Nathi Mthethwa: On patrol for the nation’s artistic soul

Was it a surprise to you that you were given the arts and culture position?
No, there is no surprise when you are a cadre of the ANC because you are deployed anywhere. You are given a five-year contract to do a portfolio and when you are finished, you wait for another one. At no stage do you have a say.

What qualities do you bring to the position?
People say to me you are a minister here but you can’t sing; how can you survive in the sector? It’s not about that. If you attend some of the meetings of the ANC, you will see that I lead revolutionary songs. I know I can command a revolutionary song.

I will be working with stakeholders and cultural activists and we will be going on a journey together. We will bring our understanding and our connection with young people.

This is an area that is, by and large, filled with practitioners who are young, with hopes for the future and dreams.

What would be important would be to bring that strategic leadership to the sector, primarily to co-ordinate the endeavours that have been started by my predecessors.

What are the first things you will tackle?
On my first day I had a briefing on what has happened in the department and what we need to do. I immediately raised the issue that we are writing the true history of South Africa through the voices of its people, rather than through colonialists.

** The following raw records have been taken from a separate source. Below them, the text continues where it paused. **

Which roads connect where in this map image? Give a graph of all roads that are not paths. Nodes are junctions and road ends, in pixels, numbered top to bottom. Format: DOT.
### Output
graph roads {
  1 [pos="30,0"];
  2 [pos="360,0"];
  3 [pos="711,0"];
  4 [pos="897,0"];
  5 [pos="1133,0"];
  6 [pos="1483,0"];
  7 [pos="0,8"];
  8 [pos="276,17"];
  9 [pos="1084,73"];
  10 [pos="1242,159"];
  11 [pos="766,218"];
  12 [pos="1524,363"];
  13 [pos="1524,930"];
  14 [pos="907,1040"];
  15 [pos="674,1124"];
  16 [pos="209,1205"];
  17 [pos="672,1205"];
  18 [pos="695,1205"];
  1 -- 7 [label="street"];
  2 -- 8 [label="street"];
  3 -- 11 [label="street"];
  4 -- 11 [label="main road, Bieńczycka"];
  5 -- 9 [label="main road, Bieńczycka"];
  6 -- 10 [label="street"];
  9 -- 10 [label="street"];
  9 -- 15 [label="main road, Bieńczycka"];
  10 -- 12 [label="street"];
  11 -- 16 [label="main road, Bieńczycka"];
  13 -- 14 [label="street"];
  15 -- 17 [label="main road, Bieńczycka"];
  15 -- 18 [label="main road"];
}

We need a single national monument where everybody who comes to South Africa will be able to understand our history. It has to be brand- new. No nation has come through what we have come through without that kind of recognition and national monument.

South Africa has a very rich history that needs to be taught properly. Things such as the Anglo-Boer War need to be taught fully, so that we would see that it was a South African war where everyone had a role. There is this strong feeling I have that it is important that we acknowledge all our history.

One thing we have to do is measure the contribution of arts to the big picture. Take for instance the yearly jazz festival in Cape Town. When people go there they talk about one aspect, which is tourism, but they forget that at the core it is arts and culture. They go there to connect spiritually with their needs. It is very important. I also want more people coming here to produce movies.

I see arts as helping a young democracy that is competing with old democracies. We are still finding our way. I want to see South Africans being given an opportunity to reflect on themselves on a yearly basis. Heritage is very important because this is where we are grooming our people to understand [our cultural history]. By identifying young people and giving them a chance to study, we are creating a reservoir for the future.

We must also find a way of promoting all our languages. Some of them are seen as being inferior, which is a mistake. We also have to develop our unofficial languages, such as that of the amaPondo. When we develop them we are saying: ‘We understand your culture, we know who you are and we want to see you prospering.’ It is a huge task.

Who do you listen to?
I do not have a favourite because my point of view is that of an internationalist, where I listen to music from around Africa – Senegalese and Congolese music – and the world. I particularly enjoy jazz and soul. When I sit down to reflect and take stock I listen to jazz, and on a really bad day it is soul music. I like Richard Nwamba’s African Connection [programme on SAfm]because it brings that music from across the continent. It’s a pity that it is only once a week; I would like to have it during the week too.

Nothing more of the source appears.